Of the entries below, restate word for word only the section that runs from the line with "canvas->drawRect(SkRect::MakeLTRB(60, 151, 972, 173), p);" to the line with "canvas->drawRect(SkRect::MakeLTRB(60, 291, 816, 355), p);", counting both ends.

Task inputs START

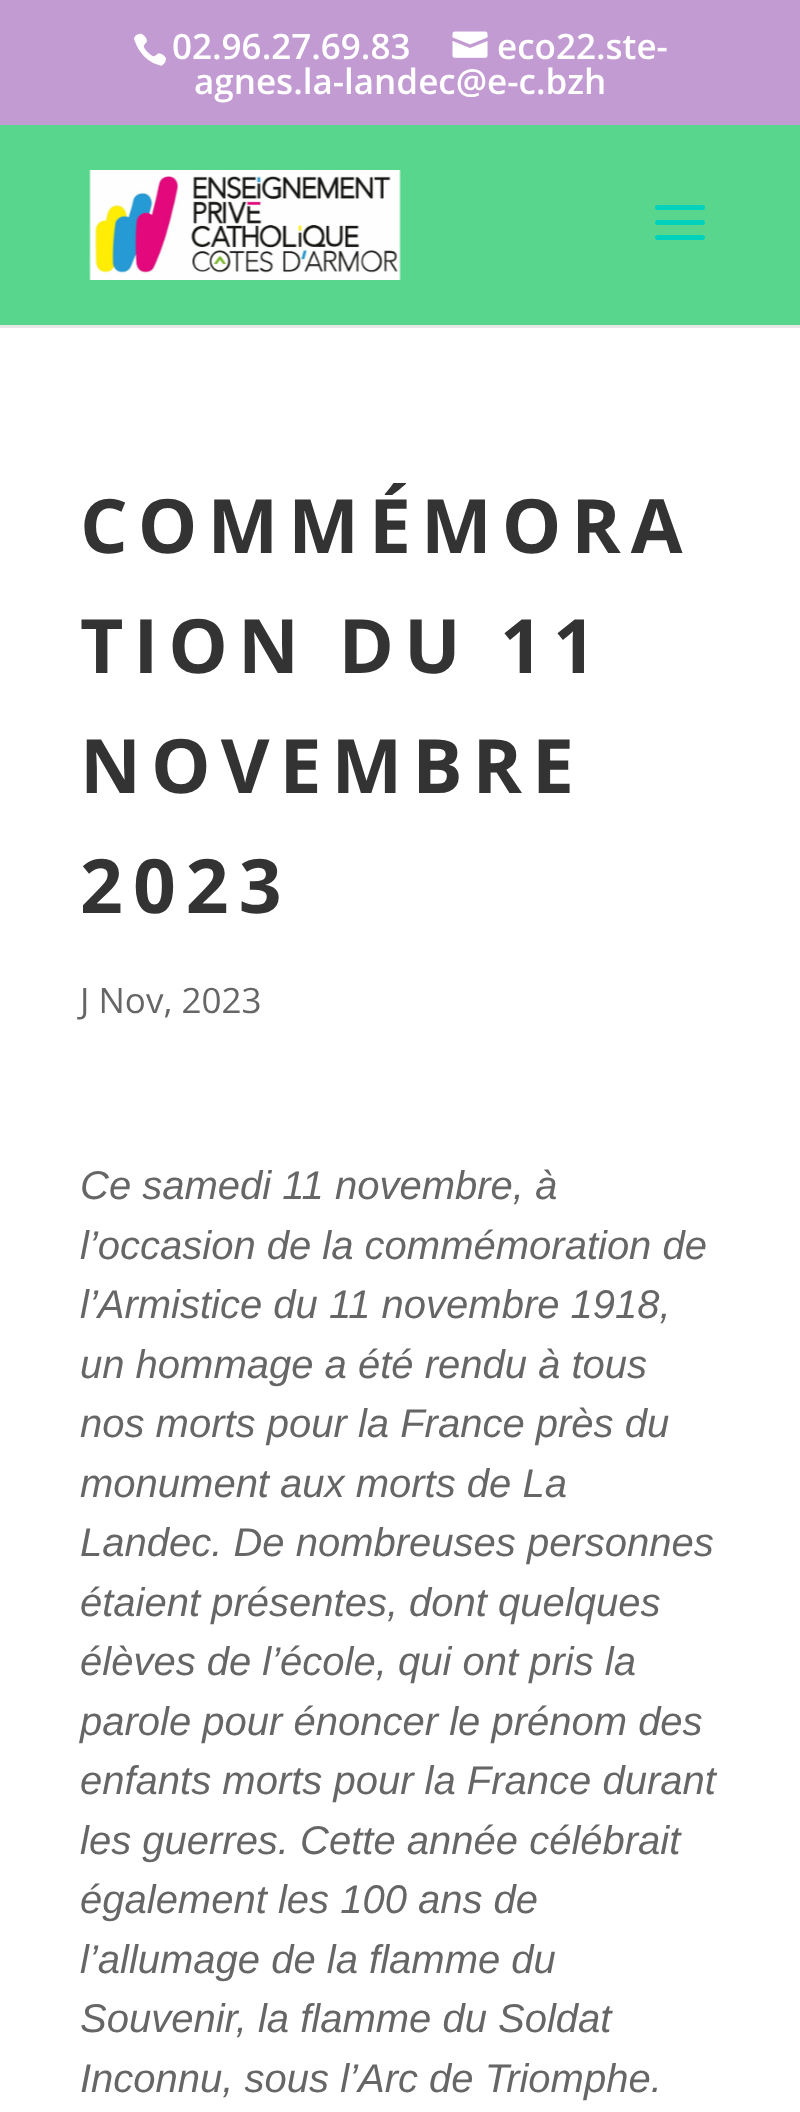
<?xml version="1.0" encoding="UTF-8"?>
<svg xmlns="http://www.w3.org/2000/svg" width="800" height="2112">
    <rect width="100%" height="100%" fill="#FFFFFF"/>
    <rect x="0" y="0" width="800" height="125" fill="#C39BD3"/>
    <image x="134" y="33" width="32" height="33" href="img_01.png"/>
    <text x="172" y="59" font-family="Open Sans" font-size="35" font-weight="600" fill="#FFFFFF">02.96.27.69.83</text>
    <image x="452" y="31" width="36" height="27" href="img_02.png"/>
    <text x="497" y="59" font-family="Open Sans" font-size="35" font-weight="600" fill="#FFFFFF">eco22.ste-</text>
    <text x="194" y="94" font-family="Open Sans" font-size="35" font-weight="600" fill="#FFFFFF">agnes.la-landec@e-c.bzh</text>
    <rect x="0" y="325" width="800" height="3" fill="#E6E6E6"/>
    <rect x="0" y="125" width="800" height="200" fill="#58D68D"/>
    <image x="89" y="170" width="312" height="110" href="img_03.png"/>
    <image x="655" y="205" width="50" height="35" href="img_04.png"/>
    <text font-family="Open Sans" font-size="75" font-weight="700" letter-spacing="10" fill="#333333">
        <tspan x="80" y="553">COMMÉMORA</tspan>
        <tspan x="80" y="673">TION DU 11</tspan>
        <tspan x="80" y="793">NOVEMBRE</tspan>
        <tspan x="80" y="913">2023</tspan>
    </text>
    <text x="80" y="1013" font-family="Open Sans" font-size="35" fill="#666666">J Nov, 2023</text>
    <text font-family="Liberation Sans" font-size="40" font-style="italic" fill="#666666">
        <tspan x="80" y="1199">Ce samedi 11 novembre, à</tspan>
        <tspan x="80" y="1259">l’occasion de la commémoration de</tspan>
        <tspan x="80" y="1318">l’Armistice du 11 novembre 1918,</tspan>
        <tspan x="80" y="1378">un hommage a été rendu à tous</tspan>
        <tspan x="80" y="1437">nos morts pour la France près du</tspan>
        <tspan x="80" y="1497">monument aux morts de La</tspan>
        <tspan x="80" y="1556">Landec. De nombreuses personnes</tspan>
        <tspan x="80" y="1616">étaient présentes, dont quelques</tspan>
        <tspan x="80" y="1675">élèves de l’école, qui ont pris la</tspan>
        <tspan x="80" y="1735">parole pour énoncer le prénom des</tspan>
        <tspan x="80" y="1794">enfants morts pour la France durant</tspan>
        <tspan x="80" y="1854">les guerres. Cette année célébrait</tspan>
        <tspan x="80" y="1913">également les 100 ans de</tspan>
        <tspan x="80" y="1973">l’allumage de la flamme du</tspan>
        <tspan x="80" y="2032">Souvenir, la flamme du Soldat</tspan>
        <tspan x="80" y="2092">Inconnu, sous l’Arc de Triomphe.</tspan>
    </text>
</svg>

Task inputs END
Task inputs START

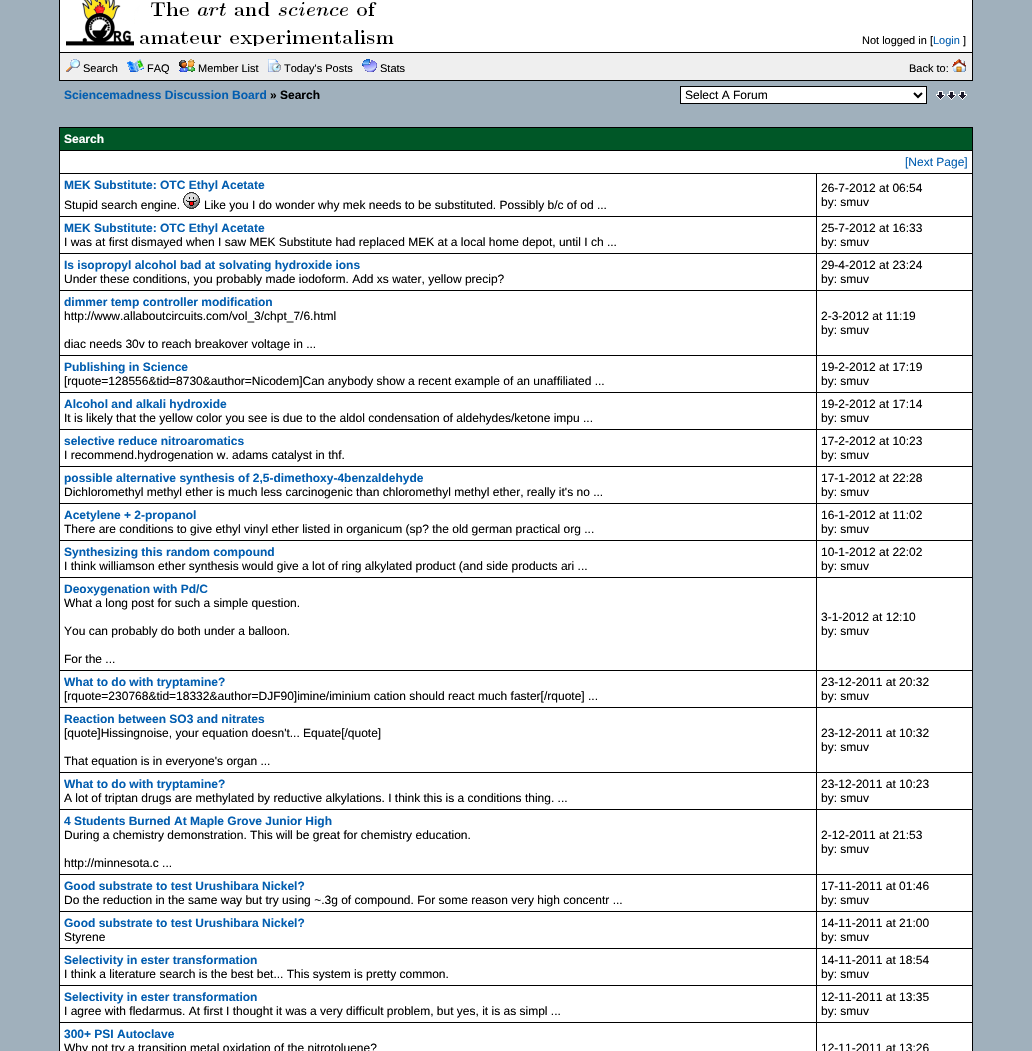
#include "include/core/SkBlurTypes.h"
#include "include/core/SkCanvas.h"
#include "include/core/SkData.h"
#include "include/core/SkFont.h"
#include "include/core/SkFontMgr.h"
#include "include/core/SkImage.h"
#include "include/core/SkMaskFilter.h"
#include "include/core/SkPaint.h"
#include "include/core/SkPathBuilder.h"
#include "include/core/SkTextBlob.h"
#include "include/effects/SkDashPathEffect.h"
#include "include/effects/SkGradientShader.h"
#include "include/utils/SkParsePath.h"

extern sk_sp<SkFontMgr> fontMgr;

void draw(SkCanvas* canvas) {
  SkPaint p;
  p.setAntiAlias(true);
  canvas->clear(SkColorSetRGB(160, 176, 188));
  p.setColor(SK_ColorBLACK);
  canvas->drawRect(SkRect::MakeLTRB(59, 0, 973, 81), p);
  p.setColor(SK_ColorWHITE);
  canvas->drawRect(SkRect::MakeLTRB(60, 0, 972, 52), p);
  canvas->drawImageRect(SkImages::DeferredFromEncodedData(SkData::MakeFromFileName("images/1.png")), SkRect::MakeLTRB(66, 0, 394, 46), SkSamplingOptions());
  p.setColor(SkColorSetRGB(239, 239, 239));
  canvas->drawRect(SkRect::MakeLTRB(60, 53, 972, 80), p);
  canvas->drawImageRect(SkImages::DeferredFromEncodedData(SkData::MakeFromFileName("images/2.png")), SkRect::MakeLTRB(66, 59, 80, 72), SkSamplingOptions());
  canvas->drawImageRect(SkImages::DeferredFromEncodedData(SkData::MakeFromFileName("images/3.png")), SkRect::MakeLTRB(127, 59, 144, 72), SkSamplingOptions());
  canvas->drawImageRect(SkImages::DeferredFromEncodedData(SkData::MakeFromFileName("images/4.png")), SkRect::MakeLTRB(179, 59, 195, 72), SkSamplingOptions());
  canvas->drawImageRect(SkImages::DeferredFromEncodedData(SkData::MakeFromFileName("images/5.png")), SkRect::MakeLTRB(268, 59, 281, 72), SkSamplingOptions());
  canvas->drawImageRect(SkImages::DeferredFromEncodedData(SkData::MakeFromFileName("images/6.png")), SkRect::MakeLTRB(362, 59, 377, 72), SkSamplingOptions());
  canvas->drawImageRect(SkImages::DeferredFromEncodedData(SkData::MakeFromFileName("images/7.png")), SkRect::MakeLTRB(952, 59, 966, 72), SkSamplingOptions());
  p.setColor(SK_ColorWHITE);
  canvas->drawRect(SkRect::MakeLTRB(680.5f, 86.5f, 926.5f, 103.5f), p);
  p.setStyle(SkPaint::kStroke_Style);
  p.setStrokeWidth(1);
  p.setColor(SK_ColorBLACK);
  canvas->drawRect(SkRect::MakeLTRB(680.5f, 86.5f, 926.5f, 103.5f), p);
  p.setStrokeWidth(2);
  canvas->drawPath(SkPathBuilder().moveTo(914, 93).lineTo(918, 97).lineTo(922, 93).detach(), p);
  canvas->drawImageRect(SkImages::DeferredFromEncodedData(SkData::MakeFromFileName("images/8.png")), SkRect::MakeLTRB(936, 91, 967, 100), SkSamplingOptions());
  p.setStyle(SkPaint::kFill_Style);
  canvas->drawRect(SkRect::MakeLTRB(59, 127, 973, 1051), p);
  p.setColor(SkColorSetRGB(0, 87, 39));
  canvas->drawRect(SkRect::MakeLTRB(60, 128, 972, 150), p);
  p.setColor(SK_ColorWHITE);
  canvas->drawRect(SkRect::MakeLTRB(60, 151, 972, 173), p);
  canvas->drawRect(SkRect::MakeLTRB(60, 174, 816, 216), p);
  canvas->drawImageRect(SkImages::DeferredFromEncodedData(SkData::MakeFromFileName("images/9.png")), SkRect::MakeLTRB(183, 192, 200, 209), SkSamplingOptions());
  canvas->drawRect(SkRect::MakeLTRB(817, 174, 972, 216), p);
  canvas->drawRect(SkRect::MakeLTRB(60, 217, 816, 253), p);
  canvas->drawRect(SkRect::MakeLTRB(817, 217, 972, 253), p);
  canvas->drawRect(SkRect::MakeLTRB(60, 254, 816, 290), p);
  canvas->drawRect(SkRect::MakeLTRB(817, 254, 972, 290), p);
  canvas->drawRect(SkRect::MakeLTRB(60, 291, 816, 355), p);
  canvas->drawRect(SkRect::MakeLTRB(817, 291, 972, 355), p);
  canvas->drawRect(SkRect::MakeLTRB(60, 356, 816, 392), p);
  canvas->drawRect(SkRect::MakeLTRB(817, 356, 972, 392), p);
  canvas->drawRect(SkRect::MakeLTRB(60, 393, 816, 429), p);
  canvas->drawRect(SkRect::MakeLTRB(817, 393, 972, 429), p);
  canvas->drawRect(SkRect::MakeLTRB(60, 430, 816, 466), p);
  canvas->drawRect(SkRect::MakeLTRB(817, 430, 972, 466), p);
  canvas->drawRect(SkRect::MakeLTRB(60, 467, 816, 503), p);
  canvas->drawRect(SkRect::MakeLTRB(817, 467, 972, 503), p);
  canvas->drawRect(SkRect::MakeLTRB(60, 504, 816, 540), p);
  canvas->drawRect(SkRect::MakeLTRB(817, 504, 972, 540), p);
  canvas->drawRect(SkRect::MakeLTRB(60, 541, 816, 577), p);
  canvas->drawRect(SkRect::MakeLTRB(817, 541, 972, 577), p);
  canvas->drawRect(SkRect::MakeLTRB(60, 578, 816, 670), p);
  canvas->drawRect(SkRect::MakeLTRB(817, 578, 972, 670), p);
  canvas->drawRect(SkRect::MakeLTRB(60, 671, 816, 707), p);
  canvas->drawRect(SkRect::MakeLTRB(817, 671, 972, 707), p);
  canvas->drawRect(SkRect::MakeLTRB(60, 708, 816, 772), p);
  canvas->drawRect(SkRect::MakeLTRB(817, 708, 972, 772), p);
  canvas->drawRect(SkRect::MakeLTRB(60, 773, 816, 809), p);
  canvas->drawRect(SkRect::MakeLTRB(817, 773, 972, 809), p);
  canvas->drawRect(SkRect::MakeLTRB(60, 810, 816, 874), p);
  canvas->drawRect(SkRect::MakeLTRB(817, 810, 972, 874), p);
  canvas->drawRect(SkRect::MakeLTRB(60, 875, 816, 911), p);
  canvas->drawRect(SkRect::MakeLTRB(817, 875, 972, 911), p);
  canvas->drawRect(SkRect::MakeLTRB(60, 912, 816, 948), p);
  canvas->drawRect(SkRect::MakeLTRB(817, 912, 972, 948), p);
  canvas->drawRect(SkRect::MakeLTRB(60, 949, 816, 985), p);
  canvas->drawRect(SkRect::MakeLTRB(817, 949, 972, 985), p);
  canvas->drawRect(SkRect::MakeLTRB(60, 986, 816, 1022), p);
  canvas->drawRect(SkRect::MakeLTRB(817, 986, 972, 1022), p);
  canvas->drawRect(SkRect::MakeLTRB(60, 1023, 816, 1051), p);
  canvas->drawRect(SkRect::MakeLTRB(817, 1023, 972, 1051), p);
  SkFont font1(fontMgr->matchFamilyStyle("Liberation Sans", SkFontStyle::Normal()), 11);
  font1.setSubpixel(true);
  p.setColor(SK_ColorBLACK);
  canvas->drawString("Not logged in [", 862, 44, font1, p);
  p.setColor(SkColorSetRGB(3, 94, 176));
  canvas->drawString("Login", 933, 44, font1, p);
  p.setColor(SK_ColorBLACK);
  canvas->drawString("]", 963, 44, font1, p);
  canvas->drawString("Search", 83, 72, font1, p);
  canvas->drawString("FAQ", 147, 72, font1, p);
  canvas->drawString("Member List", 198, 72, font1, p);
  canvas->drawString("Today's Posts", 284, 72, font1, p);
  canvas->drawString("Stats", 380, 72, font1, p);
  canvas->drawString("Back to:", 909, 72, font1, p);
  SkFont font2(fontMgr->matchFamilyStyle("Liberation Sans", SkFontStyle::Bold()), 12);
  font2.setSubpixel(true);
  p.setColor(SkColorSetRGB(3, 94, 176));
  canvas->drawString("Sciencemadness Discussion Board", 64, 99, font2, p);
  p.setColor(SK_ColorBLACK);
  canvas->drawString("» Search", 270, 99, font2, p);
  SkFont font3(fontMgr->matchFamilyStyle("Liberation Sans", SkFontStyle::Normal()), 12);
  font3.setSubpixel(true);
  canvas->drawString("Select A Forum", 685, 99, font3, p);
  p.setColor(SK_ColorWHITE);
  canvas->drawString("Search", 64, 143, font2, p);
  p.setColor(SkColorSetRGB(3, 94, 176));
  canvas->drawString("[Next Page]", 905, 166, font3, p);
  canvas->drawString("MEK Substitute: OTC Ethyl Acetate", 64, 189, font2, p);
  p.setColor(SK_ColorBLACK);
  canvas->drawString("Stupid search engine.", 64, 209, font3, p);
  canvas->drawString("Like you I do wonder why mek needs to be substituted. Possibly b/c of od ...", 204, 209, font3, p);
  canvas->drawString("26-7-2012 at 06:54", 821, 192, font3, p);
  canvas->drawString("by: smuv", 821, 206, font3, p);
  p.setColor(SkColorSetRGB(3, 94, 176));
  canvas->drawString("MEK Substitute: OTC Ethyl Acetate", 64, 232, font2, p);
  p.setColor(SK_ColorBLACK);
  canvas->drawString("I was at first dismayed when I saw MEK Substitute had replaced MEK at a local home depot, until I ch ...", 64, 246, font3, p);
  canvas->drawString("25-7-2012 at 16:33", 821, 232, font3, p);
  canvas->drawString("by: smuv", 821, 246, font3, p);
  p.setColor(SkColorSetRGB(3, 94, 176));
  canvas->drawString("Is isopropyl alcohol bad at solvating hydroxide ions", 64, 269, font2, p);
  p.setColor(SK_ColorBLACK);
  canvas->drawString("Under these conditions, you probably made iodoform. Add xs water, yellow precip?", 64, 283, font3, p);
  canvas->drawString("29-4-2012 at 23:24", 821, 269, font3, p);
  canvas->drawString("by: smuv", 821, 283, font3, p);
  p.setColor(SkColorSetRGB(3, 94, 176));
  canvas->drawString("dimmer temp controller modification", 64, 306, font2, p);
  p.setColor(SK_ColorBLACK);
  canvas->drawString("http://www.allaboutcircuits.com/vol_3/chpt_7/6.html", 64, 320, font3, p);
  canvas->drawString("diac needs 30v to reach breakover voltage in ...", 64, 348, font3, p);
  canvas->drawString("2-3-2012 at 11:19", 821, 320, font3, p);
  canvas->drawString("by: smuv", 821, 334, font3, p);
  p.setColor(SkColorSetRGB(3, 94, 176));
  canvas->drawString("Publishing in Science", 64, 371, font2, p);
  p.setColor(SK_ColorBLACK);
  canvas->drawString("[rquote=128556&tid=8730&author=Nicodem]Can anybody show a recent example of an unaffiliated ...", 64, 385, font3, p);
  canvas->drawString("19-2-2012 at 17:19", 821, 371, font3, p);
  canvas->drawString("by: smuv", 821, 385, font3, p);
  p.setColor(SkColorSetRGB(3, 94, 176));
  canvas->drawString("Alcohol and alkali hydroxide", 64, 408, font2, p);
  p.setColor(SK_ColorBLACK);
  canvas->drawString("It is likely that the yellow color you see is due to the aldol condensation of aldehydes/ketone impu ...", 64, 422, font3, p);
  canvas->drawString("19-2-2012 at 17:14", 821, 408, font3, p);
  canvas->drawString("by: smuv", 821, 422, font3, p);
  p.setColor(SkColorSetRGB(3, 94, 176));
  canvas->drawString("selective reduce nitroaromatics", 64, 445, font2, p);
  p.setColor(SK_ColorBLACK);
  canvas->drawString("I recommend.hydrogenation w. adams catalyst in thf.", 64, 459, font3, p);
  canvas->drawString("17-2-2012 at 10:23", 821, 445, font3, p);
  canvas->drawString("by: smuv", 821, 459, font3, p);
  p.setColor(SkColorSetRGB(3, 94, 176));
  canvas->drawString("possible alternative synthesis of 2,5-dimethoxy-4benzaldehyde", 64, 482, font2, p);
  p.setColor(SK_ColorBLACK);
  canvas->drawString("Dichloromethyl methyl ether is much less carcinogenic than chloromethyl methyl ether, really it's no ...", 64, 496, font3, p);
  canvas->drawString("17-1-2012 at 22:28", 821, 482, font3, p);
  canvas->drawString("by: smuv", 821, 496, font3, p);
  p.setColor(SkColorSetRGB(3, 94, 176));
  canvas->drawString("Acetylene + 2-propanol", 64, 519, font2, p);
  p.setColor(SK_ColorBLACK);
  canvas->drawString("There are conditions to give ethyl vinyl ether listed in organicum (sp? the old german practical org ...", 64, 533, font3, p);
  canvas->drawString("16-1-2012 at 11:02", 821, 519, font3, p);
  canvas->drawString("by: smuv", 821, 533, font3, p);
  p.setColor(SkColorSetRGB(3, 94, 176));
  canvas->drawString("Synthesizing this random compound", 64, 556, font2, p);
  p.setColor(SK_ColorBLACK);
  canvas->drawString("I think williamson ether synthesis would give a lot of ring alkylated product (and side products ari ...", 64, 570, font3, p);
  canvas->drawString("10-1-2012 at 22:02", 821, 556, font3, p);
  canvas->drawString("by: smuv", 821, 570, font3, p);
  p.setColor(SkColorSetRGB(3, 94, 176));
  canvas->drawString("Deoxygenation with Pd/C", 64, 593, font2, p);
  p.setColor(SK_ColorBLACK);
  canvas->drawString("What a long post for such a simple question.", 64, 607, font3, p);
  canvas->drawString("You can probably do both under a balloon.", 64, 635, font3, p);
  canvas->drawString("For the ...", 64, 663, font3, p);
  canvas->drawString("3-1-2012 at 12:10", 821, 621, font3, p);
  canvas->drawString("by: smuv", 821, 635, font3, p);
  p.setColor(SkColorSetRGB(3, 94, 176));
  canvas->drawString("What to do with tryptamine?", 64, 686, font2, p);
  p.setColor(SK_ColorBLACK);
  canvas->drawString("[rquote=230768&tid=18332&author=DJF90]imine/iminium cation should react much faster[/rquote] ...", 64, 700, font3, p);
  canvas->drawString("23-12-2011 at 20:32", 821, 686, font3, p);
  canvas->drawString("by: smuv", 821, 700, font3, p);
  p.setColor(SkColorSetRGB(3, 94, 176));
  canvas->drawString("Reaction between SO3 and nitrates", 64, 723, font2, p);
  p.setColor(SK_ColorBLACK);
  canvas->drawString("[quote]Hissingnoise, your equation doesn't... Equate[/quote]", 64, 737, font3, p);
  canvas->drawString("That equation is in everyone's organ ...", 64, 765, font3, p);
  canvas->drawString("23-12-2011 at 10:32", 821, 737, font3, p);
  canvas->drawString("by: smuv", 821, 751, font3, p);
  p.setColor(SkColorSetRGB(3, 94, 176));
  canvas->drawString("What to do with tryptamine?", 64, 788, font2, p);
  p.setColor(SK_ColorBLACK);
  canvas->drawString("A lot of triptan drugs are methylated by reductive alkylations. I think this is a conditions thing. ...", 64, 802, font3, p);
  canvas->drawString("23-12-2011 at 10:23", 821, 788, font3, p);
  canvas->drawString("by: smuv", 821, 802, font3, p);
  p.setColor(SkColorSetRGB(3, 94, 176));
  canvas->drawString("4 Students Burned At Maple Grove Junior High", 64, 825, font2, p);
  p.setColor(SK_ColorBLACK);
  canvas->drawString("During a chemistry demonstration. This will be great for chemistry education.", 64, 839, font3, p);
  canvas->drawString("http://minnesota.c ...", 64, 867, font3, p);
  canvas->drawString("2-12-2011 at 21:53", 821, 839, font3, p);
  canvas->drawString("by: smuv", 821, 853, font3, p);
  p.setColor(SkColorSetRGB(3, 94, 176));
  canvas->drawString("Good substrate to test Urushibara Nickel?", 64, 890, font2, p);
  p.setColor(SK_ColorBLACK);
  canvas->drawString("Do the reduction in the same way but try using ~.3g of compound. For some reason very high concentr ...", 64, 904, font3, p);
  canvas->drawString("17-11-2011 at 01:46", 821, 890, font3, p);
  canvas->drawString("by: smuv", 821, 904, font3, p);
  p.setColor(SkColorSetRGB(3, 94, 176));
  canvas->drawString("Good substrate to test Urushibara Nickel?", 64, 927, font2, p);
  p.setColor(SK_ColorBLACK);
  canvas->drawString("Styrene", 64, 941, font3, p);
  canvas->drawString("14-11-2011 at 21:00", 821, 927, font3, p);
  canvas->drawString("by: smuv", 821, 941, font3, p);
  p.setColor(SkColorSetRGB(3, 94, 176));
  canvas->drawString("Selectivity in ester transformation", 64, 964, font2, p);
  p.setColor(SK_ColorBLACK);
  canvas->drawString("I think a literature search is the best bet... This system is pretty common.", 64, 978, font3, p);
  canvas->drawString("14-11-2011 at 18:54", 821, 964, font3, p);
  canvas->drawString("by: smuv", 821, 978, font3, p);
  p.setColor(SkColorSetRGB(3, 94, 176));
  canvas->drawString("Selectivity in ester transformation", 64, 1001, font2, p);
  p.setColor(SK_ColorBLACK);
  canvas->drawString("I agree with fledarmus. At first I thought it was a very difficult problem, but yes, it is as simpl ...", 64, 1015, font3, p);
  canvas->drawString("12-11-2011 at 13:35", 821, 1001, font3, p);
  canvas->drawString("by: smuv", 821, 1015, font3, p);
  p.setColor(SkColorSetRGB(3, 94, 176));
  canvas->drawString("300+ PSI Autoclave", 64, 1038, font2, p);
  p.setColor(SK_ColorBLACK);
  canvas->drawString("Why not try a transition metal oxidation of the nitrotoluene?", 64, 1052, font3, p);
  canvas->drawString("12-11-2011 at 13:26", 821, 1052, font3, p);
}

Task inputs END

### [Your solution]
  canvas->drawRect(SkRect::MakeLTRB(60, 151, 972, 173), p);
  canvas->drawRect(SkRect::MakeLTRB(60, 174, 816, 216), p);
  canvas->drawImageRect(SkImages::DeferredFromEncodedData(SkData::MakeFromFileName("images/9.png")), SkRect::MakeLTRB(183, 192, 200, 209), SkSamplingOptions());
  canvas->drawRect(SkRect::MakeLTRB(817, 174, 972, 216), p);
  canvas->drawRect(SkRect::MakeLTRB(60, 217, 816, 253), p);
  canvas->drawRect(SkRect::MakeLTRB(817, 217, 972, 253), p);
  canvas->drawRect(SkRect::MakeLTRB(60, 254, 816, 290), p);
  canvas->drawRect(SkRect::MakeLTRB(817, 254, 972, 290), p);
  canvas->drawRect(SkRect::MakeLTRB(60, 291, 816, 355), p);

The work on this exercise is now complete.